## Your task
Scan the records for "above". Report each line that includes it.

## Material provided
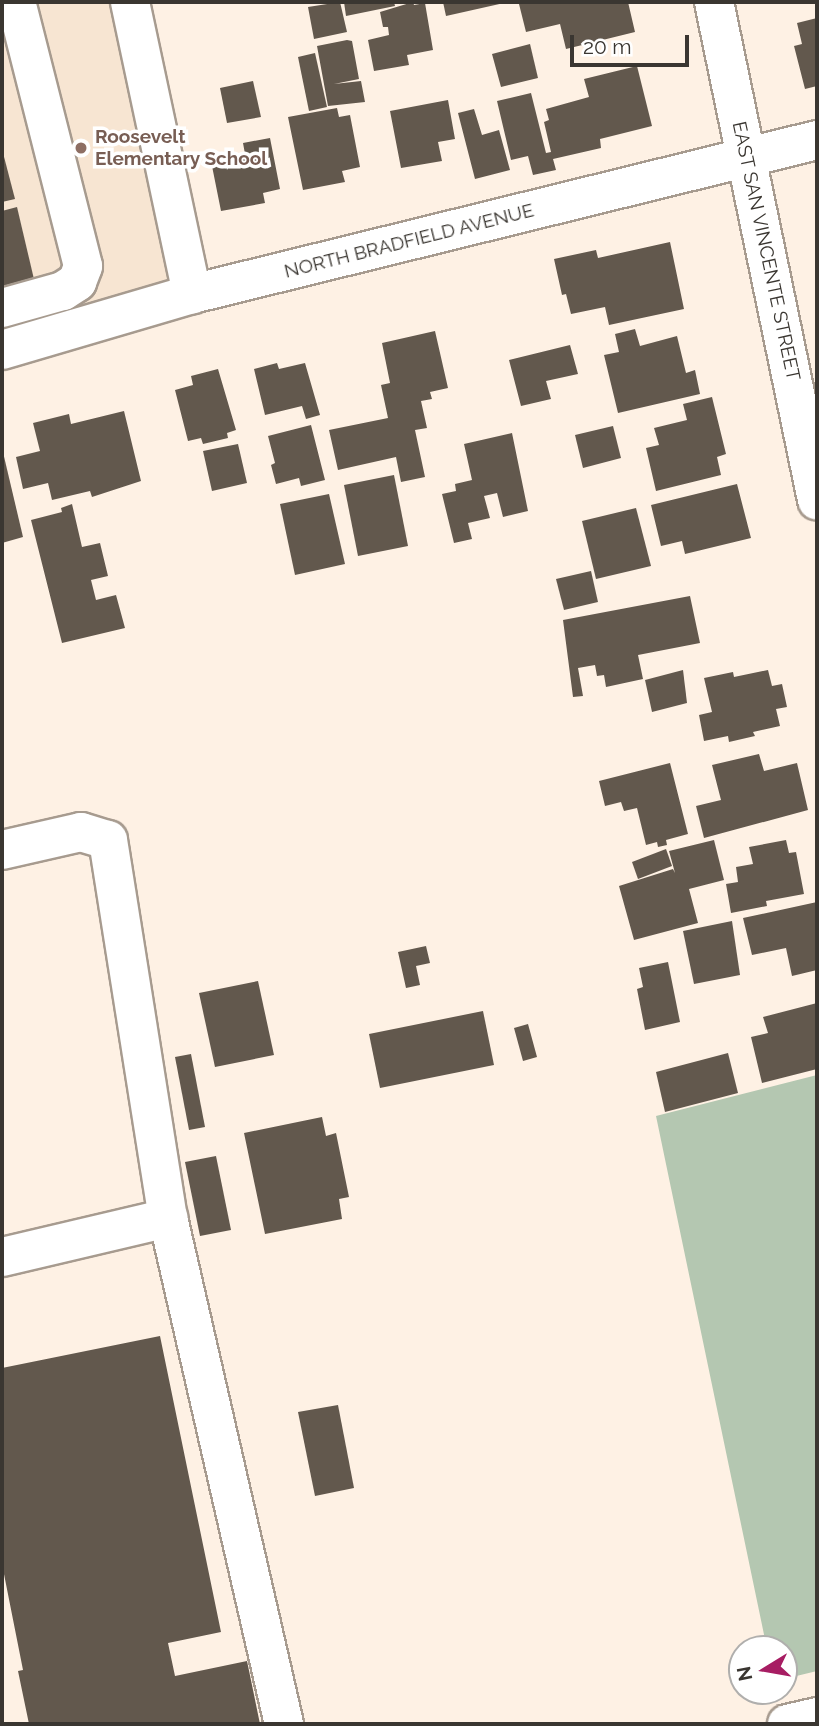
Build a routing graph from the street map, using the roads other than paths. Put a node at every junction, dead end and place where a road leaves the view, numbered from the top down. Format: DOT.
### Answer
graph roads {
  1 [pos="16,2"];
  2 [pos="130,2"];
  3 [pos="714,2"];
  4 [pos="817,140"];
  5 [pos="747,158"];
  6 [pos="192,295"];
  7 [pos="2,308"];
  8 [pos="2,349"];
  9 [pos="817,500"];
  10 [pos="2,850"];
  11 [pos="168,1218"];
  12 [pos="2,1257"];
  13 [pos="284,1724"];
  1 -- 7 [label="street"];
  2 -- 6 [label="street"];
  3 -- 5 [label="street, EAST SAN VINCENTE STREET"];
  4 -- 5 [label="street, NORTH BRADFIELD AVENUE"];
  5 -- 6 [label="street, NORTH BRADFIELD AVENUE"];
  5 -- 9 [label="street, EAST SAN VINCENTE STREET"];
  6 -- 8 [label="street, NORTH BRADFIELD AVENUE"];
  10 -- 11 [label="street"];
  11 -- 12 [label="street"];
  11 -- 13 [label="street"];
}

...

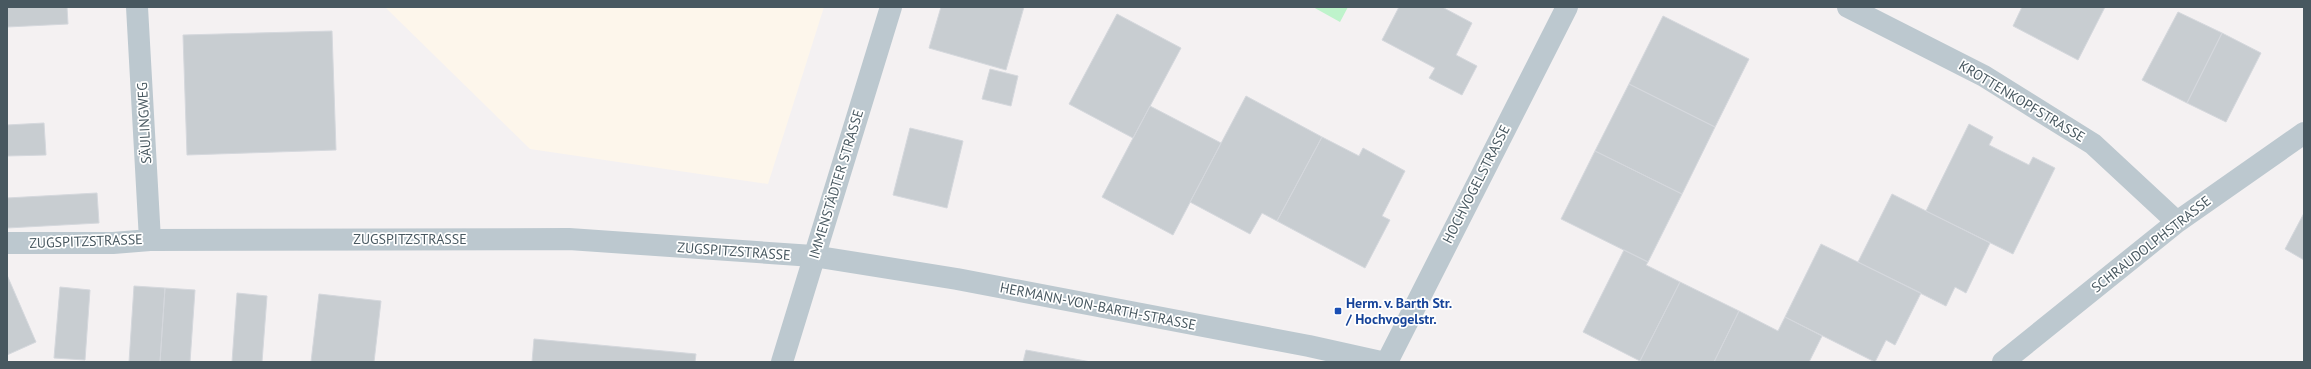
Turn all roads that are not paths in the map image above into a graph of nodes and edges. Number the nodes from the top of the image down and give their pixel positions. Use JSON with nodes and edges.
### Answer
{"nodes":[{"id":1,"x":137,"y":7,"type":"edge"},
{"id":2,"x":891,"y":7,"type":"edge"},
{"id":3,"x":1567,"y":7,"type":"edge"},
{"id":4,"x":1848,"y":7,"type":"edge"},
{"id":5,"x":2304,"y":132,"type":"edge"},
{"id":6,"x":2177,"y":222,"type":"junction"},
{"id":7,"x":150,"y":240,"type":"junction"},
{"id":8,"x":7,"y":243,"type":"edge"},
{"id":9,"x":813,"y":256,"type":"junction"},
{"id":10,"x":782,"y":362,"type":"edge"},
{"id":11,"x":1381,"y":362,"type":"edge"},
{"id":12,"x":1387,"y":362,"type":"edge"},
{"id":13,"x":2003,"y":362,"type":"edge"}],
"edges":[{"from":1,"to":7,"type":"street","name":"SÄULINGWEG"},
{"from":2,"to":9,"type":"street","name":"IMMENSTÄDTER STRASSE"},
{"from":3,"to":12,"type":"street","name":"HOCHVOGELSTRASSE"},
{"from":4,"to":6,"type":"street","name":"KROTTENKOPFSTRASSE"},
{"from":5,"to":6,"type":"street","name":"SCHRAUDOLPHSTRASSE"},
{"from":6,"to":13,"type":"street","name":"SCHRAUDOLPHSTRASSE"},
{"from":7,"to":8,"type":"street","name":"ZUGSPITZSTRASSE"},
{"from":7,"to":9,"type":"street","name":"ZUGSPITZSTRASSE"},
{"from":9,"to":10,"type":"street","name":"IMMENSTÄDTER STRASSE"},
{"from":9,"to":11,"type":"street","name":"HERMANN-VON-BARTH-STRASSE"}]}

--

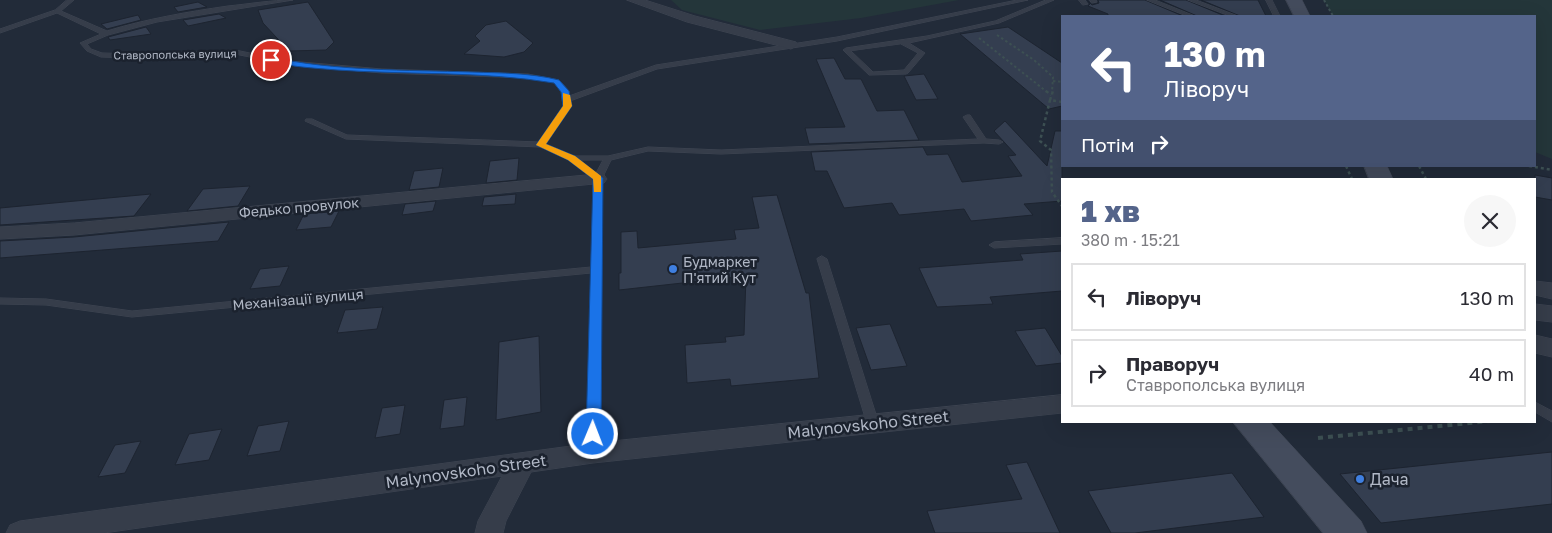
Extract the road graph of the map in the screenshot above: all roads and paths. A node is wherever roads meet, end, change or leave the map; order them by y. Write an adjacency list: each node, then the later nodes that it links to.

## Output for this exercise
Turn all roads that are not paths in the map image above into a graph of nodes and edges. Number the nodes from the top of the image down and give their pixel positions. Use JSON with nodes and edges.
Extract the road graph of the map in the screenshot above: all roads and paths. A node is wherever roads meet, end, change or leave the map; order them by y. Write an adjacency list: each node, then the later nodes that it links to.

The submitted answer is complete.